Pemotong dan/atau pemungut pajak tidak melakukan pemotongan dan/atau pemungutan Pajak Penghasilan untuk setiap transaksi yang merupakan objek pemotongan dan/atau pemungutan Pajak Penghasilan yang tidak bersifat final apabila telah menerima fotokopi Surat Keterangan Bebas yang telah dilegalisasi oleh Kantor Pelayanan Pajak tempat Wajib Pajak menyampaikan kewajiban Surat Pemberitahuan Tahunan. Permohonan legalisasi fotokopi Surat Keterangan Bebas diajukan secara tertulis kepada Kepala Kantor Pelayanan Pajak tempat Wajib Pajak menyampaikan kewajiban Surat Pemberitahuan Tahunan dengan syarat:
- menunjukkan Surat Keterangan Bebas.
- menyerahkan bukti penyetoran Pajak Penghasilan yang bersifat final berdasarkan Peraturan Pemerintah Nomor 46 Tahun 2013 tentang Pajak Penghasilan atas Penghasilan dari Usaha yang Diterima atau Diperoleh Wajib Pajak yang Memiliki Peredaran Bruto Tertentu untuk setiap transaksi yang akan dilakukan dengan pemotong dan/atau pemungut berupa Surat Setoran Pajak lembar ke-3 yang telah mendapat validasi dengan Nomor Transaksi Penerimaan Negara, kecuali untuk transaksi yang dikenai pemungutan Pajak Penghasilan Pasal 22 atas : impor, pembelian bahan bakar minyak, bahan bakar gas, dan pelumas, pembelian hasil produksi industri semen, industri kertas, industri baja, industri otomotif dan industry farmasi, pembelian kendaraan bermotor di dalam negeri.

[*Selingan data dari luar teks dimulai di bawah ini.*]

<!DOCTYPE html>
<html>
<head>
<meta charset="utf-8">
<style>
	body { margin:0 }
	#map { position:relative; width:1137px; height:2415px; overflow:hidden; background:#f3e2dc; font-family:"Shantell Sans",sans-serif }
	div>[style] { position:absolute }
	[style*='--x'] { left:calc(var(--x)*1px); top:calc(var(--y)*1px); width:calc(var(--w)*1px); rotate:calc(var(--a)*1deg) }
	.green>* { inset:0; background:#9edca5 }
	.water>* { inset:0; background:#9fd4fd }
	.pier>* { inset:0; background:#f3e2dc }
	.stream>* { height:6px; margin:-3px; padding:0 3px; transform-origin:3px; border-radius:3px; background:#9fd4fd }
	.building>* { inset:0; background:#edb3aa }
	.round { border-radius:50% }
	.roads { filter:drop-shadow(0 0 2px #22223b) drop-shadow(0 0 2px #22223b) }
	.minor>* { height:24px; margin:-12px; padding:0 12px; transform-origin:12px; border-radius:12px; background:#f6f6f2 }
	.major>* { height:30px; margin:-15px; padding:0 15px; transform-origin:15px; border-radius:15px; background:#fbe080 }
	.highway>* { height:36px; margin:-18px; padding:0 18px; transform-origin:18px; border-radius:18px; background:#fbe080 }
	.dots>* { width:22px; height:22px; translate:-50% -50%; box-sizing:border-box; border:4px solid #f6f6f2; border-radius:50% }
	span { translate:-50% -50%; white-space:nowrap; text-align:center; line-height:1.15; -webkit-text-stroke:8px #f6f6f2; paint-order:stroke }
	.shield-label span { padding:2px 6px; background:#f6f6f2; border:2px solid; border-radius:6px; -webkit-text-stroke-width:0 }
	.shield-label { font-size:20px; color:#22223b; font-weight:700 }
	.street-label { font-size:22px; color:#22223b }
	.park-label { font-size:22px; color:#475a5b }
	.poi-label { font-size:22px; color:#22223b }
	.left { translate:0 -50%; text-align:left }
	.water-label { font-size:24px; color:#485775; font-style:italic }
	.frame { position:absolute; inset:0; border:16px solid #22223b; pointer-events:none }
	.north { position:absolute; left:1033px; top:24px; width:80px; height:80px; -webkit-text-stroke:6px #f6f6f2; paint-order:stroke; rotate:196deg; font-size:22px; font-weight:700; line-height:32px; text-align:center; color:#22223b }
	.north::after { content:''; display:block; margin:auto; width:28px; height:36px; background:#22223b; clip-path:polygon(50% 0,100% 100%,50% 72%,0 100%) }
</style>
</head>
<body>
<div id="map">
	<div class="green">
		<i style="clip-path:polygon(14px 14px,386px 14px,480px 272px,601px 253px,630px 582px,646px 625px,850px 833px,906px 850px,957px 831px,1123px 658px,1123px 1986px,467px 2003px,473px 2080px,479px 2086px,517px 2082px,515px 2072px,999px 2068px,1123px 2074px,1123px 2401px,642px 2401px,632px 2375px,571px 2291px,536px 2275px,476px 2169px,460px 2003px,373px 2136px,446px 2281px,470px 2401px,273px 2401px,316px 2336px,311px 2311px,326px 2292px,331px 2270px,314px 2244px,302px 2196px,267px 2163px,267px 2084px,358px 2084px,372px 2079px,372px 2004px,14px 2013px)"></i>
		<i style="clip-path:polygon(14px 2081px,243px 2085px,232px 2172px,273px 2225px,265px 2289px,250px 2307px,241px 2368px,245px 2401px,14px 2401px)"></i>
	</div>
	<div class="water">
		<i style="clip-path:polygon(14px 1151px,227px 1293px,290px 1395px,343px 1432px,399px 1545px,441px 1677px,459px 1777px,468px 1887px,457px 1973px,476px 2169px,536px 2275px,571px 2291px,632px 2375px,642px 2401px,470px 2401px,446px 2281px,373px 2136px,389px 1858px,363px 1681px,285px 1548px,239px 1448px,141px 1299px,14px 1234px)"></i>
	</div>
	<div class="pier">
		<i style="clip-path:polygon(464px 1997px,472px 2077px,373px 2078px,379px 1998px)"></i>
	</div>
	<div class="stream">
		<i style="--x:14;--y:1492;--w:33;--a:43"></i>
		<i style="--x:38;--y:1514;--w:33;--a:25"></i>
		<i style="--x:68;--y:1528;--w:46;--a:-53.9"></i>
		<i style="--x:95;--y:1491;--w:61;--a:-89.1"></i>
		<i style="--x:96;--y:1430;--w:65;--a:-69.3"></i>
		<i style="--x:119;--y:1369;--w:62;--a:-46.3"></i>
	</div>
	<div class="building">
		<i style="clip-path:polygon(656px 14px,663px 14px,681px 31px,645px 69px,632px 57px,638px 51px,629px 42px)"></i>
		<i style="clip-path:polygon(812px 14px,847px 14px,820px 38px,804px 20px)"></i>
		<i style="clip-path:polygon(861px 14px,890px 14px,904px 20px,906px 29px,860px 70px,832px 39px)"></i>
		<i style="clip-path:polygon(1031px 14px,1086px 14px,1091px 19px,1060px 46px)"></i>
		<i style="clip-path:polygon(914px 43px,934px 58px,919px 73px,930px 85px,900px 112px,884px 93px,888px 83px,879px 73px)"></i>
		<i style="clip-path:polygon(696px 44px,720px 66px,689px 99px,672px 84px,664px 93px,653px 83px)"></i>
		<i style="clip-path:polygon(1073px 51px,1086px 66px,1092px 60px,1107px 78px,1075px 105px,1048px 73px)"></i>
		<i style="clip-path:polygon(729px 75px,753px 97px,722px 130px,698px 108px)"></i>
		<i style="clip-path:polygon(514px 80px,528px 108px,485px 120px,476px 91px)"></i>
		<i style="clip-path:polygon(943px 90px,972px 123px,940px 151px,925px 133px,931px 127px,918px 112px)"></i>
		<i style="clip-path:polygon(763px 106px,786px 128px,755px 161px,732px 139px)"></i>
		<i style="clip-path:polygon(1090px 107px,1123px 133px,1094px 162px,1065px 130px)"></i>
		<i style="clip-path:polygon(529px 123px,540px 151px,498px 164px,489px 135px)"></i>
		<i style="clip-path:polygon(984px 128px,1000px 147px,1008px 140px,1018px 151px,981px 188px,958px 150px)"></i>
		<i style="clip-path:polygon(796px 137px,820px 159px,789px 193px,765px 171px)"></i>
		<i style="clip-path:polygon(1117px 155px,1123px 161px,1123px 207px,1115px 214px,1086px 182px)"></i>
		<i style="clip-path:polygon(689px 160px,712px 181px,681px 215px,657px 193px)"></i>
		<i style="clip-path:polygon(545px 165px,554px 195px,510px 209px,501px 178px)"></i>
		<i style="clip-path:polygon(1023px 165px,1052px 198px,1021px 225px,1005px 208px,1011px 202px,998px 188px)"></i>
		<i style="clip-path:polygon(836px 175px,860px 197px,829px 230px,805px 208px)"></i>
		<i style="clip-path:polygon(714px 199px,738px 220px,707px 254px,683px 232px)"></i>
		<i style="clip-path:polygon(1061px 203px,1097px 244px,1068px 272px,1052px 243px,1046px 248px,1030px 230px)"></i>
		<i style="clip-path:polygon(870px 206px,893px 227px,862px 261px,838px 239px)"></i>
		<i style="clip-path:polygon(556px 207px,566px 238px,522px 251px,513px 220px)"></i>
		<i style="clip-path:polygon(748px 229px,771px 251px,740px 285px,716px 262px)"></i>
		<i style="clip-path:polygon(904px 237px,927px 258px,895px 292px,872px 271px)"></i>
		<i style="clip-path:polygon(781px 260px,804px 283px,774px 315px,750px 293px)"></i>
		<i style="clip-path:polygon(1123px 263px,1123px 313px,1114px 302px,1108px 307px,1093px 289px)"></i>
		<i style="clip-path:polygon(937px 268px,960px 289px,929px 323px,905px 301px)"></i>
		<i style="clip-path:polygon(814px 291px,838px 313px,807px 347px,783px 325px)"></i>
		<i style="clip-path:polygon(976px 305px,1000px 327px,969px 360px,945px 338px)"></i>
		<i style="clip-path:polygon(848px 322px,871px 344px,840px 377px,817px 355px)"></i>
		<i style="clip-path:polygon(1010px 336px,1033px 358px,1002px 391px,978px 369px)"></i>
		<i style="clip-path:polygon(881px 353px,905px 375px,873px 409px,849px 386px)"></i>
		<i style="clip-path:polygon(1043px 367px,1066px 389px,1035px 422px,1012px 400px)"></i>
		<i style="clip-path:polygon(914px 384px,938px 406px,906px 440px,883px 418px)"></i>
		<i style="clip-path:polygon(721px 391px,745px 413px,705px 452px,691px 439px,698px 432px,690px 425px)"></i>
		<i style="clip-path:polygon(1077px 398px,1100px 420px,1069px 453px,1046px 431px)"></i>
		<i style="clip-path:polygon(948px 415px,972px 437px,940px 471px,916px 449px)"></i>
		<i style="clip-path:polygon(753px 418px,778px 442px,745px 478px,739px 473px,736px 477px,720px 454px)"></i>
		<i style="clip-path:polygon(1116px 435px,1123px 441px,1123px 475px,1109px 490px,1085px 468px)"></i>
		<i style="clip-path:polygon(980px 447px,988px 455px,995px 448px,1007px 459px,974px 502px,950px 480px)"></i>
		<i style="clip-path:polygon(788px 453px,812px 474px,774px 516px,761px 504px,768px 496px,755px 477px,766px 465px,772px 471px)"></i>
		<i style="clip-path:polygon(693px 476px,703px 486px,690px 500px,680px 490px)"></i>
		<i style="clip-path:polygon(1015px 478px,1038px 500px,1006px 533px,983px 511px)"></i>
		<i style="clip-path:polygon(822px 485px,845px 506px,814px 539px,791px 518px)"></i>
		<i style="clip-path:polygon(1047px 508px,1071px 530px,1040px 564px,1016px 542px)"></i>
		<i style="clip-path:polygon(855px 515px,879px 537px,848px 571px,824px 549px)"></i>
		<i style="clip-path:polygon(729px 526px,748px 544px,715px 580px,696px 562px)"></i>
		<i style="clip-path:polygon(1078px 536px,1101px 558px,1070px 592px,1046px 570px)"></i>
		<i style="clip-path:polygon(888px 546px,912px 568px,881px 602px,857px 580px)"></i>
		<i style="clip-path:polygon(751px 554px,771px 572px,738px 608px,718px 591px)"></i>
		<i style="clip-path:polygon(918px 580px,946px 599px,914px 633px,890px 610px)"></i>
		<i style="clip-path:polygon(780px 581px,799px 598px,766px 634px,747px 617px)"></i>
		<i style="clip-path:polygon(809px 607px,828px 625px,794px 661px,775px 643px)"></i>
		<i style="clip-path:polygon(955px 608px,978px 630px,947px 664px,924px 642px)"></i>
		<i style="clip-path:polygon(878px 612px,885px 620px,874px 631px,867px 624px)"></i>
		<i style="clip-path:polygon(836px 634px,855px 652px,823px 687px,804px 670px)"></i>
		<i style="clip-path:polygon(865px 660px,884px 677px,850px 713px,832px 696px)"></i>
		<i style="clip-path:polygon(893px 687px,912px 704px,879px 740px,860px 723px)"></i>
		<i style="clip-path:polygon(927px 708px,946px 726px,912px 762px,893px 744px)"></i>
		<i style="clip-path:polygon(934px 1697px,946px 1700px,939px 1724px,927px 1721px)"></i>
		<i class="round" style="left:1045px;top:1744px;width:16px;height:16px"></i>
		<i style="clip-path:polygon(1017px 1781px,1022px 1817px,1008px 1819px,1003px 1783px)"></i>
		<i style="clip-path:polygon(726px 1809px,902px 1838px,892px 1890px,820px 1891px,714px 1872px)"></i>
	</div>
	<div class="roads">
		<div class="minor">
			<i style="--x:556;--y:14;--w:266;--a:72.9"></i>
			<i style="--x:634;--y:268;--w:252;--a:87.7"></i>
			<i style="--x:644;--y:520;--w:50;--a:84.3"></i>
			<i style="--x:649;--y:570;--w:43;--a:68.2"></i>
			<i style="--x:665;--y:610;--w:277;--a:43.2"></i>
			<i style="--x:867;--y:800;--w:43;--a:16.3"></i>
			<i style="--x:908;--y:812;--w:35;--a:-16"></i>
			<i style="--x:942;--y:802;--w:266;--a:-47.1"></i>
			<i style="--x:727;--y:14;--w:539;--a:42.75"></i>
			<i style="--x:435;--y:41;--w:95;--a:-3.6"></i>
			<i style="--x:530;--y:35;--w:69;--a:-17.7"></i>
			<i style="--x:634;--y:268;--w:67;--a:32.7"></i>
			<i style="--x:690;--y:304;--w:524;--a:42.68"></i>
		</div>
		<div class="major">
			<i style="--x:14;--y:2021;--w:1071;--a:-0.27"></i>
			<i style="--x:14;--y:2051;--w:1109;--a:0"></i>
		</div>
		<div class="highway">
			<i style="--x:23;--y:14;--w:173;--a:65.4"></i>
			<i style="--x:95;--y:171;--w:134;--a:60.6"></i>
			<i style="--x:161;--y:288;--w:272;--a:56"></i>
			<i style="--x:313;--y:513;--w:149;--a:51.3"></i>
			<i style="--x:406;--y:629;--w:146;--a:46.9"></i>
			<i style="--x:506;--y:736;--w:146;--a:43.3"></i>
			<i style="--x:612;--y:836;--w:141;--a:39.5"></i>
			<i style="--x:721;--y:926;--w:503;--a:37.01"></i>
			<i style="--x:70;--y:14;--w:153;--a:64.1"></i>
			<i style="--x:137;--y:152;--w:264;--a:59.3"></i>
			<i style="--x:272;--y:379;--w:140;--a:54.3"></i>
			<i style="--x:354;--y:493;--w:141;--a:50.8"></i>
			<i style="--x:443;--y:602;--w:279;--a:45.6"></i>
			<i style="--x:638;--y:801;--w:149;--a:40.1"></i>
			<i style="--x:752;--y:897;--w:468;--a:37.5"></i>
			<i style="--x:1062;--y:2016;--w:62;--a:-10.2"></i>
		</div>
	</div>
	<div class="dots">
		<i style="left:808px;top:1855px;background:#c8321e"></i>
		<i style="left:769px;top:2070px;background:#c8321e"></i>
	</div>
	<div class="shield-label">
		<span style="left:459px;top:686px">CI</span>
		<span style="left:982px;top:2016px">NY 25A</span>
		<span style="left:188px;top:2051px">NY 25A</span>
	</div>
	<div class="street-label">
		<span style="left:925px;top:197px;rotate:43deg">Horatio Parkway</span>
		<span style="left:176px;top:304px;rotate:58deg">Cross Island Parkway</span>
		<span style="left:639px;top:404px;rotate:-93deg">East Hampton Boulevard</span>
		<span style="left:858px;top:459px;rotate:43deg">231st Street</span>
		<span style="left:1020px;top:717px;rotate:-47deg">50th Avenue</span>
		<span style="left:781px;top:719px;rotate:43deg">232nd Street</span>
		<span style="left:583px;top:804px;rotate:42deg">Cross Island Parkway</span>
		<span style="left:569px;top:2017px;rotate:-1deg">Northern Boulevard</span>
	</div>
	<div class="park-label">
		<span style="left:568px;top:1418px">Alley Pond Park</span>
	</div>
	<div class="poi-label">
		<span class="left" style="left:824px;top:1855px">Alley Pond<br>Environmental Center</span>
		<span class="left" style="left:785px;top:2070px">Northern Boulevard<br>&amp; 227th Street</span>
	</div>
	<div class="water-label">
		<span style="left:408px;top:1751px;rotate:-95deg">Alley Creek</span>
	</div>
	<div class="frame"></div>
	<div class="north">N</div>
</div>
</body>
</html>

- mengisi identitas Wajib Pajak pemotong dan/atau pemungut Pajak Penghasilan dan nilai transaksi pada kolom yang tercantum dalam Surat Keterangan Bebas.
- ditandatangani oleh Wajib Pajak, atau dalam hal permohonan ditandatangani oleh bukan Wajib Pajak harus dilampiri dengan Surat Kuasa Khusus sebagaimana dimaksud dalam Pasal 32 Undang-Undang KUP.
Dari ketentuan tentang SKB ini jelas ternyata Wajib Pajak akan membutuhkan tambahan beban yang cukup besar untuk melaksanakan administrasi perpajakan dimaksud, apalagi yang bertransaksi dengan bendaharawan pemerintah yang tidak cukup diberikan pemahaman oleh DJP sendiri.
Bagi Direktorat Jenderal Pajak, pemberlakuan PP ini berpotensi untuk mengalami kesulitan dalam pengawasan karena Wajib Pajak yang “nakal” dapat lebih leluasa dalam melakukan aksi untuk menyembunyikan omzet, apalagi dengan tidak dapat diberlakukannya withholding tax atas WP dalam cakupan PP No.46 Tahun 2013 ini, cenderung menimbulkan potensial loss bagi DJP sendiri.
Dari tulisan diatas, menurut Penulis dalam hal ini PP No. 46 Tahun 2013 memang baik dari sisi kemudahan maupun untuk meningkatkan penerimaan pajak bagi DJP. Namun, menurut Penulis, ternyata ada beberapa kesulitan yang dapat dihadapi Wajib Pajak dalam melaksanakan kewajiban perpajakan sesuai PP ini dan juga kesulitan bagi DJP sendiri. Oleh karena itu dalam persoalan ini, menurut Penulis yang dimasukkan dalam cakupan pengenaan PPh sesuai dengan PP No. 46 tahun 2013 ini sebaiknya perlu dibatasi kembali. Misalnya bagi kelompok UMKM orang pribadi maupun badan usaha yang selama ini telah sanggup menyelenggarakan pembukuan dengan tertib seyogyanya tidak perlu dimasukkan dalam cakupan ketentuan PP No.46 Tahun 2013. Dengan memasukkan kelompok ini dalam ketentuan PP No.46 Tahun 2013, dorongan agar Wajib Pajak menyelenggarakan pembukuan sebagai bagian dari sasaran sistem self-assessment ini menjadi berkurang, yang mana padahal salah satu tugas Fiskus adalah pembinaan Wajib Pajak termasuk dalam hal kepatuhan penyelenggaraan pembukuan.